The Daleks have formed a league with some other aliens to conquer the Solar System. Vyon wants to stop them, the Doctor et al try to help. The Guardian of the Solar System, Mavic Chen (a scenery-chewing, great hambone performance by Kevin Stoney is betraying the Solar System by having a rare metal core (50 years in the making) for a Time Destructor (whatever that is) made. It's a McGuffin you could buy at Radio Shack. The
Doctor swipes the thing from the Conference of Evildoers, Vyon hijacks Chen's ship (they can't take the TARDIS--and this is the first good joke in the story--because they need to get where and when reliably.). On the way they're forced to land on a prison planet; they escape but one of psycho band of prisoners grabs Katarina as a hostage to make them take him anywhere but Earth. He picks Kemble--ie, where the Daleks are--and Katarina proves once and for all that she's not the naïf everyone thought she is, because she opens the airlock pulling her captor and herself into space, to save the others. It's brutal, even in a recon.

When they reach Earth, Chen--who followed in hot pursuit--makes sure That Kingdom, the Space Security Service's most ruthless agent, is assigned to kill the infiltrators and retrieve the McGuffin. We discover (and thank heaven we have this part in film and not just recon) is Sara Kingdom--and she guns down Bret Vyon, her own brother, and then coolly sends her agents out to kill the Doctor and Steven. "Shoot them in the head," she instructs them, to ensure the McGuffin is not endangered.

Meanwhile the Doctor and Steven--and Sara, who jumps into the room with them at the last second--get transported, along with some lab mice, to a planet far away, and (1) the Daleks trap them; (2) The Daleks exterminate the mice; (3) Sara is convinced of Chen's treachery, and grieves for Bret; (4) the Doctor, Sara and Steven steal the Dalek ship, and fly to Kemble. During the trip back, the Doctor makes a fake McGuffin and Steven finishes it, temporarily acquiring immunity to energy weapons. The Doctor turns over the fake outside the TARDIS and they all run inside--the Daleks fire at them, hitting Steven, but see earlier statement re energy weapons, temporary immunity to. The TARDIS dematerializes...

***

See what I mean? What a run-around. But so much to praise/condemn along the way.

The Daleks' Allies What a useless bunch of refugees from Cooger & Dark's Pandemonium Shadow Show (Or is it Dark & Nightshade these days? Hard to remember...)

The Daleks: Really, guys? You send the Laurel and Hardy of Skaro to track down the Doctor and the last piece of your superweapon? Ogrons would have done a better job. As for exterminating the mice because they were potentially hostile? Lame. Just lame.

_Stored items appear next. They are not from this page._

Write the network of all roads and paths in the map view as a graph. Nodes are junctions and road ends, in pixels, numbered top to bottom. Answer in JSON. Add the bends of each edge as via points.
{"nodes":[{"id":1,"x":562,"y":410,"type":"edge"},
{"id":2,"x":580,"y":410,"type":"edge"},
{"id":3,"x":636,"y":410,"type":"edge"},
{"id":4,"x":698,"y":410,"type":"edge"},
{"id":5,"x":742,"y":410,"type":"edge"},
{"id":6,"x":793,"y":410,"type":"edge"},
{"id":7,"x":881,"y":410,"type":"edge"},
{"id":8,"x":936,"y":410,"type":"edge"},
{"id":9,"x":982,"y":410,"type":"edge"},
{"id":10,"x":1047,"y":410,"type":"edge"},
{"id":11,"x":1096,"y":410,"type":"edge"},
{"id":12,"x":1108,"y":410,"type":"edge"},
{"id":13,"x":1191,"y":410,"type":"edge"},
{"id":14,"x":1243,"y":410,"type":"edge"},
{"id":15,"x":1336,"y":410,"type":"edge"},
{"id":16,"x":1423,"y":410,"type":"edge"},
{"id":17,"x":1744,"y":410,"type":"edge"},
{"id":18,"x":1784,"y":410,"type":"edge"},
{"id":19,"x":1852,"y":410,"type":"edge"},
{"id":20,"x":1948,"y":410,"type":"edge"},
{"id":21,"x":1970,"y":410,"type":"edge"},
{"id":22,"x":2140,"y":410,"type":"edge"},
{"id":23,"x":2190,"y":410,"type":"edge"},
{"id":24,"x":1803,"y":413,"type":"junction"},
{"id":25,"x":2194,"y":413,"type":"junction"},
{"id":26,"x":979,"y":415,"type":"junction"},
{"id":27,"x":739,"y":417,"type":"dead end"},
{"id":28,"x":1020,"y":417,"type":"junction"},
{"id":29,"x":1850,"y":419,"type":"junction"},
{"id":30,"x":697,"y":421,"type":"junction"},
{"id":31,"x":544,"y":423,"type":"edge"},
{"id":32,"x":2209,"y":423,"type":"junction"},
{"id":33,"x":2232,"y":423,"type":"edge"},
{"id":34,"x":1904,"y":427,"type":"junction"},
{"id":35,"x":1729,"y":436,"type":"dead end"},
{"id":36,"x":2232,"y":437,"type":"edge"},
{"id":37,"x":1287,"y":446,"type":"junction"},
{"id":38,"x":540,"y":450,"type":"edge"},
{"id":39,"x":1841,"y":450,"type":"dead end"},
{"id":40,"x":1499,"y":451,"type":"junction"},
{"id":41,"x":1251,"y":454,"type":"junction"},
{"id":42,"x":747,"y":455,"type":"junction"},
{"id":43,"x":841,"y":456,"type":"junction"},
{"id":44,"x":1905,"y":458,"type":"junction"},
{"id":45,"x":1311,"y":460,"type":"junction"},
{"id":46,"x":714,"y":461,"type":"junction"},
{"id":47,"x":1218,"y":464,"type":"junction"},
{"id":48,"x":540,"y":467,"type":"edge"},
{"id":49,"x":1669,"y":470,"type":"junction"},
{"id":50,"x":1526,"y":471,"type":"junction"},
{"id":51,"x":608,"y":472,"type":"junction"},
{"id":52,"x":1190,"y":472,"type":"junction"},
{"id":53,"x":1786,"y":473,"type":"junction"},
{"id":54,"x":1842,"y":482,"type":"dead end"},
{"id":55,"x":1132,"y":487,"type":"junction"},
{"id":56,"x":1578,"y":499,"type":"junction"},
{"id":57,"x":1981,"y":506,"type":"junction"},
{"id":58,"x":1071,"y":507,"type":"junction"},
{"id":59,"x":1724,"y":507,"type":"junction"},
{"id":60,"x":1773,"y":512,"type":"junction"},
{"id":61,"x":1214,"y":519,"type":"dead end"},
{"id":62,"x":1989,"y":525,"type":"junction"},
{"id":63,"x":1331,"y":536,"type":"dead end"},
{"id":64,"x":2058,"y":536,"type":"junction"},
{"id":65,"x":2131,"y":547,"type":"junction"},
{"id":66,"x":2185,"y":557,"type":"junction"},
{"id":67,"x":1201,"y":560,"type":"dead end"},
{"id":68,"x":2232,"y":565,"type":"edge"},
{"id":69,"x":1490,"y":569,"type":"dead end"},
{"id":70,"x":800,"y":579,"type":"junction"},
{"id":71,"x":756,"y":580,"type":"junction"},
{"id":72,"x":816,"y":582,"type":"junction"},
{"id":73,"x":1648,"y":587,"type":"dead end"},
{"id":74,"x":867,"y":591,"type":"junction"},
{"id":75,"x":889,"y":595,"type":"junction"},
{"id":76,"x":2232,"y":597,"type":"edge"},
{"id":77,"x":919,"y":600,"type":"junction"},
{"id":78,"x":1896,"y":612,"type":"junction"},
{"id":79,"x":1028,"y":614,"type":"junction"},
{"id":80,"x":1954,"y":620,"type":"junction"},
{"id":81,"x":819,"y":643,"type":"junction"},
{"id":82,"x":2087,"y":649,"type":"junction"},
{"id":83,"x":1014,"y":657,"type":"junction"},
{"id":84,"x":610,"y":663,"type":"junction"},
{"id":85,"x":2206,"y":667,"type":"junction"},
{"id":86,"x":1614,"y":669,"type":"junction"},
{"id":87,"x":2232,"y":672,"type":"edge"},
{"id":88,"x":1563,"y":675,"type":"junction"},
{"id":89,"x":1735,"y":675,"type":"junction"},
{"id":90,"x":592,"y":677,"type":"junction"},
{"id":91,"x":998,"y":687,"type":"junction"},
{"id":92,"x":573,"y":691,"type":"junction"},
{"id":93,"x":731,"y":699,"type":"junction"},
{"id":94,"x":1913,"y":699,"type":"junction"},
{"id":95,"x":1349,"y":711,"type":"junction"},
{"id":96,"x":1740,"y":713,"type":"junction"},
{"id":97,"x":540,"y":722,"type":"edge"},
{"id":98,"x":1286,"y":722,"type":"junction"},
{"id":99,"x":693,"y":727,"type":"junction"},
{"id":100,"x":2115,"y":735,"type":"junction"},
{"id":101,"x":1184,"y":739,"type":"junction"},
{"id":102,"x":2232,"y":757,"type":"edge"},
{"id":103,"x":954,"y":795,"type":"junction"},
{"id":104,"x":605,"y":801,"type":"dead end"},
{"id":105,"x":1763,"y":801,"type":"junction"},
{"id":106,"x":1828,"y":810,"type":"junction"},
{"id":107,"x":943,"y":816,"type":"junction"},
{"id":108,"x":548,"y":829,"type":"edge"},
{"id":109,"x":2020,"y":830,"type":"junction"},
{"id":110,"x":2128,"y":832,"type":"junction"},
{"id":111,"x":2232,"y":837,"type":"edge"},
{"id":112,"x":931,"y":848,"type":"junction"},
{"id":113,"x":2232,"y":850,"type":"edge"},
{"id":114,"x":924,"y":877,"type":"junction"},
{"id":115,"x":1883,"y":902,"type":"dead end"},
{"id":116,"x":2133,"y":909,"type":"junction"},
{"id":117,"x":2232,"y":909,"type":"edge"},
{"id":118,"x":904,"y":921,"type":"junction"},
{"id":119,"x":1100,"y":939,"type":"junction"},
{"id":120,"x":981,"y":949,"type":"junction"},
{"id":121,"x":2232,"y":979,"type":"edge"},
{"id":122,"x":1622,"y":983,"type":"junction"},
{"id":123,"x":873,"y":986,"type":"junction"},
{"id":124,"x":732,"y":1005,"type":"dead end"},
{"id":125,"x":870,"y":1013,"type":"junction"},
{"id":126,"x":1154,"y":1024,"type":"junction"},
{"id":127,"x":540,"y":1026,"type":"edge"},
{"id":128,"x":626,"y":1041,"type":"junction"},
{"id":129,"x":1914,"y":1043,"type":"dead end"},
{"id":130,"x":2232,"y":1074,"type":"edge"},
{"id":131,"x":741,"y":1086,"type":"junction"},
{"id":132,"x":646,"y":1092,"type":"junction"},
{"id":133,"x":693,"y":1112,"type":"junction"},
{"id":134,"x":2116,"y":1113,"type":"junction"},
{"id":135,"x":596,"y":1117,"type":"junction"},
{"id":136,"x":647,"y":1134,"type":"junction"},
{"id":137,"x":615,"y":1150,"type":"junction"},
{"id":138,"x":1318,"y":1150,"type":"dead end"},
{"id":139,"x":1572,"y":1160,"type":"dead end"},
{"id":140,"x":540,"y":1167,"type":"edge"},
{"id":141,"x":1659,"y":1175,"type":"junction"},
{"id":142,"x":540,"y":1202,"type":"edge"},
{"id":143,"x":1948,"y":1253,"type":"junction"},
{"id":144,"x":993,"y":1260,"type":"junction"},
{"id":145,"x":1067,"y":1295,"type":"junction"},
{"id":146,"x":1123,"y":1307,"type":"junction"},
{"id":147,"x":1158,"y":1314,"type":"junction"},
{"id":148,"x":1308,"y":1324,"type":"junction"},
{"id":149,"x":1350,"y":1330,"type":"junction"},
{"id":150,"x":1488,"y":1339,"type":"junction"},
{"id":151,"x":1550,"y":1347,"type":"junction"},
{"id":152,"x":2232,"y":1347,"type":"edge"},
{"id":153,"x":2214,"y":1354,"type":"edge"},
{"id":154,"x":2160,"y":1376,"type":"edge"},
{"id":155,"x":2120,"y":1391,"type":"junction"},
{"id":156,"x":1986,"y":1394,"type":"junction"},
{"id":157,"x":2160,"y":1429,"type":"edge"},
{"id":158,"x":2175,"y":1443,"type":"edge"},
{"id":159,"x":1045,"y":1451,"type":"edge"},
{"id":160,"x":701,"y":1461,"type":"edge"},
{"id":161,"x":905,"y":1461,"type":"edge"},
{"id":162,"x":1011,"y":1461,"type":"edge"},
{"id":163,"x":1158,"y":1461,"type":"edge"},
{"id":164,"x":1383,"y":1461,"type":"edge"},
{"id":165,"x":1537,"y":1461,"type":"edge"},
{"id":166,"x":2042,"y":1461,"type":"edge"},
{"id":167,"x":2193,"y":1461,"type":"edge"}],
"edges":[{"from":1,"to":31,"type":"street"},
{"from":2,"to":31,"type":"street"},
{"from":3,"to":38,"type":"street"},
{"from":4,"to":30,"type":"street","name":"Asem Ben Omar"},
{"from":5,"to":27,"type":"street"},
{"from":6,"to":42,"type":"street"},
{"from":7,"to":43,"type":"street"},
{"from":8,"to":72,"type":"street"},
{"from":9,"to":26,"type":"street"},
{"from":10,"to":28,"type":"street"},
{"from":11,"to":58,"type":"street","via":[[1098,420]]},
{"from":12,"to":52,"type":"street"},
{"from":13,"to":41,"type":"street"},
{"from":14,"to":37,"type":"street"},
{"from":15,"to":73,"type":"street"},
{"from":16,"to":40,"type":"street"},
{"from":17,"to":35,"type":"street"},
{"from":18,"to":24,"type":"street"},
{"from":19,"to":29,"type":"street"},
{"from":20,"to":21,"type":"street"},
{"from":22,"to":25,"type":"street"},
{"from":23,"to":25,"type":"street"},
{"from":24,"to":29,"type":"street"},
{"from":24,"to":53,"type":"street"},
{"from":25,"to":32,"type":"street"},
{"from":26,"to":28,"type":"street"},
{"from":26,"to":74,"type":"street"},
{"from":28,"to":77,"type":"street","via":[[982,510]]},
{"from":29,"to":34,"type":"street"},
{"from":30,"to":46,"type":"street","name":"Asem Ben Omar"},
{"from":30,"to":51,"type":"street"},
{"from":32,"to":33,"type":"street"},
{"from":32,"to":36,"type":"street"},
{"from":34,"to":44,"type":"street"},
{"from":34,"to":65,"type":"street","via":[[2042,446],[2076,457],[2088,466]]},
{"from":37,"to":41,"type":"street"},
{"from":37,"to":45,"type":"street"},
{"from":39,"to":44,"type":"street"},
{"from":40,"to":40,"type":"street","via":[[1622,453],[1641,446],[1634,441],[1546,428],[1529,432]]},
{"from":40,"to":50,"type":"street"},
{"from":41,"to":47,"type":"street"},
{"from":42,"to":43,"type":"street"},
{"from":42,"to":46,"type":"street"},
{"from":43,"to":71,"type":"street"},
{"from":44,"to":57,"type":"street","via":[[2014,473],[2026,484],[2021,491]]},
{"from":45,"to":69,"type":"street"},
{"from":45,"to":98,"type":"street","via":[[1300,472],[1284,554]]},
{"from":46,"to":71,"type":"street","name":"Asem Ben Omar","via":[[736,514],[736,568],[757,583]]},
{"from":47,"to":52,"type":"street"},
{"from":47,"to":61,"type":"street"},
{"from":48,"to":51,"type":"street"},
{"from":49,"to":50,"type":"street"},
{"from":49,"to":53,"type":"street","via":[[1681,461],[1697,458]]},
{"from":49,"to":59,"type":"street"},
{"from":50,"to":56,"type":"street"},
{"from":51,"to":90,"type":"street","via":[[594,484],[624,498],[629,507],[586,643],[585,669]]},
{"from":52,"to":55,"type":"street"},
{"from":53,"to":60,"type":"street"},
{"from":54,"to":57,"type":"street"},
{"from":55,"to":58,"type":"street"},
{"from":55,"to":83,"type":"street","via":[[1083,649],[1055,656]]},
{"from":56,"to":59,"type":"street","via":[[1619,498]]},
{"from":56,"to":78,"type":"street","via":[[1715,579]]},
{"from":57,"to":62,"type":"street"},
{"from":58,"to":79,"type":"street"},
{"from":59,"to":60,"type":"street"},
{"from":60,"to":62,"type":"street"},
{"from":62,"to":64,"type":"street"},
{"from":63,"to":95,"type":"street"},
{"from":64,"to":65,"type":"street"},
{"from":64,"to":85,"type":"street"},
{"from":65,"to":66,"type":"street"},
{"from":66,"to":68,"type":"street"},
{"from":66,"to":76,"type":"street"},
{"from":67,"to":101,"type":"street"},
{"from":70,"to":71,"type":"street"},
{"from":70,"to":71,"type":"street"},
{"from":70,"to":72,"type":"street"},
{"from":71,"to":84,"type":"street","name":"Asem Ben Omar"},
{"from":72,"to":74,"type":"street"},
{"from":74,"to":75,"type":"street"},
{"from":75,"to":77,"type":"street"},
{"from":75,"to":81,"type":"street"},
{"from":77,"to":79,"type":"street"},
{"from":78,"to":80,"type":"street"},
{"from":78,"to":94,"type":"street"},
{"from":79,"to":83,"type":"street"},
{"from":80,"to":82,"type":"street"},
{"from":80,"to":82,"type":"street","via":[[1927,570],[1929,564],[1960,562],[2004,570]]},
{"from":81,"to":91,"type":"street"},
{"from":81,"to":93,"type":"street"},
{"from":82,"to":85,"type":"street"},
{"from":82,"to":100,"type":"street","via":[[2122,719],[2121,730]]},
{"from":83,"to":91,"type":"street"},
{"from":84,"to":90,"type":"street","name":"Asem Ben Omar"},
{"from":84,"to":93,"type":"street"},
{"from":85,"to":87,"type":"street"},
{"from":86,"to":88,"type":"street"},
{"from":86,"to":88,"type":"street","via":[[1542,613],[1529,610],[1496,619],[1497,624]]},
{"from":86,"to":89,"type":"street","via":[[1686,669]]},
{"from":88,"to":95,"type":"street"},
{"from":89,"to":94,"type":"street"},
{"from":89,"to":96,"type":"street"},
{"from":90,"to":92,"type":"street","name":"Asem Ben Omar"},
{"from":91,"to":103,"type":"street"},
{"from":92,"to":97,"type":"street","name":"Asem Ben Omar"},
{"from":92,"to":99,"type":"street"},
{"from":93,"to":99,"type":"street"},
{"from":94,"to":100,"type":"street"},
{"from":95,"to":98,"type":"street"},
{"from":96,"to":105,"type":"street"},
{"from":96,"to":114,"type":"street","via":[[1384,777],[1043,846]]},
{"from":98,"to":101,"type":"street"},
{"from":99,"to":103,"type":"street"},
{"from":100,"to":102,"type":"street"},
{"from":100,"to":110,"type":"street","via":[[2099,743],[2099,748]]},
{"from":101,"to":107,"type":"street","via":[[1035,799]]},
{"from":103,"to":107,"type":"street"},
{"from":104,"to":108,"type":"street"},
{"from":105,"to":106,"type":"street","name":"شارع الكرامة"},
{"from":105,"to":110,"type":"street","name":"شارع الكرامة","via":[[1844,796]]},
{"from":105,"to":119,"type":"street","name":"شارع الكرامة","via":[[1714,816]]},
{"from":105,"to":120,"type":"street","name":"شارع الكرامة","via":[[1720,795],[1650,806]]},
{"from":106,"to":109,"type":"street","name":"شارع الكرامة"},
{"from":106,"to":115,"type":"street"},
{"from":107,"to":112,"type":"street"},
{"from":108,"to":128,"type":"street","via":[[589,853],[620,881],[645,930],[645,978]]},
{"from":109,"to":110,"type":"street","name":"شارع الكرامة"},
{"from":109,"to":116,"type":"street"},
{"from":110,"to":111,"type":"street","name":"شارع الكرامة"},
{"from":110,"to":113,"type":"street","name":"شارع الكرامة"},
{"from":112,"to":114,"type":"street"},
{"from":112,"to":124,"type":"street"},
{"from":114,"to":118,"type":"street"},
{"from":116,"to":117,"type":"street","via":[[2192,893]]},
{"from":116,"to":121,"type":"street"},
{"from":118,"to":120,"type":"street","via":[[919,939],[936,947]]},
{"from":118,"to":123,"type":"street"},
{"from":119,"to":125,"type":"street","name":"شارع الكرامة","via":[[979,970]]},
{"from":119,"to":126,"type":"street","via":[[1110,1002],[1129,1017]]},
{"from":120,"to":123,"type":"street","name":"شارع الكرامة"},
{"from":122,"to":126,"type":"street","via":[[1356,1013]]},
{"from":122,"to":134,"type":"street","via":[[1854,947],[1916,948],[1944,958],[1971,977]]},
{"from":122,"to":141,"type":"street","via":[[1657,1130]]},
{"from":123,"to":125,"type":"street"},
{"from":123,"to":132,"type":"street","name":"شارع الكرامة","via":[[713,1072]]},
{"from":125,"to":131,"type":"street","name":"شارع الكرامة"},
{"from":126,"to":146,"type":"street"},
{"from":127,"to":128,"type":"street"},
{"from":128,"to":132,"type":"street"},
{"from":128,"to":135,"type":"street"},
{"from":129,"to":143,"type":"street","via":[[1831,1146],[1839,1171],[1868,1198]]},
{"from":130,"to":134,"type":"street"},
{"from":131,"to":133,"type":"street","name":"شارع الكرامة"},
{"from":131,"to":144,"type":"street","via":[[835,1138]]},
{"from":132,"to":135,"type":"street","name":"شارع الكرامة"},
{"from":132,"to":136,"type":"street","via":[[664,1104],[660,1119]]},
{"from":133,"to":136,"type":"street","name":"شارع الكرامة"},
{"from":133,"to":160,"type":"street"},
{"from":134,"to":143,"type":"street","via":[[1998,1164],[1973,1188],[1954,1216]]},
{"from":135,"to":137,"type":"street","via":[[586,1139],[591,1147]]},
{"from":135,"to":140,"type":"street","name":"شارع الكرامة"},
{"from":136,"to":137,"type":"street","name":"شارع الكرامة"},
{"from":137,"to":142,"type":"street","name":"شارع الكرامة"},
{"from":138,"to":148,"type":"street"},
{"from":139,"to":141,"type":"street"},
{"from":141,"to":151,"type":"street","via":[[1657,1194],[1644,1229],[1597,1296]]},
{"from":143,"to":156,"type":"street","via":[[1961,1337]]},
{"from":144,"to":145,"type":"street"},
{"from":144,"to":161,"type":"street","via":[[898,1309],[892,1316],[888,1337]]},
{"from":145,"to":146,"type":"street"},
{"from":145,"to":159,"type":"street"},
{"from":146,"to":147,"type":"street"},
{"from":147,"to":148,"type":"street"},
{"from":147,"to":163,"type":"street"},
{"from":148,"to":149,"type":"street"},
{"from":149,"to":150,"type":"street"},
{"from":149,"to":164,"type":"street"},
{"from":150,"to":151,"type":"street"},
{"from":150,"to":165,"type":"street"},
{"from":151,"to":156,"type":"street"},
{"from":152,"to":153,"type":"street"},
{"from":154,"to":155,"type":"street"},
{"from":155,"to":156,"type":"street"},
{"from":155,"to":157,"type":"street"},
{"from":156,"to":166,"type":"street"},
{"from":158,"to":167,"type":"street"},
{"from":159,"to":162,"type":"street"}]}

Mavic Chen: Ridiculing the Daleks when they try to blame him for their failures, over-the-top megalomaniacal, he's the best old fashioned villain to date. I suspect I'll still rate the inimitable Roger Delgado well over Stoney--but he's good. Quite good.

Bret Vyon: Cool, unflappable, but with a sense of honor--sounds like Nicholas Courtney's iconic Brig, right? But he isn't; there's a tension, a near-desperate quality to him that differentiates him from Courteny's later performances. Subtle differences in body language and tone of voice. Vyon is tough, but he's at the limit.

Katarina: Basically she got stuck on the TARDIS by accident, helping Steven inside. She's just a place keeper, you might think, Until Adrienne Hill nails that horrifying, but noble death scene. Katarina is under no illusions; she's sacrificing herself, and it's raw and it hurts. And she's right.

Sara Kingdom: An amazing turn from Jean Marsh. Totally different from Joanna in The Crusade--all clipped commands and subtlety, even grieving. If I'm reading the dates right, Sara appears before Emma Peel in The Avengers. Whether or not that's so, Sara reminds me more of Cathy Gale, who proceeded Diana Rigg's Emma Peel, particularly in her earlier appearances where she's sterner, less playful.

Marsh makes Kingdom a true professional whose professionalism is used against her, and she's now desperate to stop Chen and wrest some meaning out of her brother's death, at her hands.

Doctor Who doing Space Opera rarely works; this part of the story could have been superb trimmed down to a four-parter. But what's good is really good.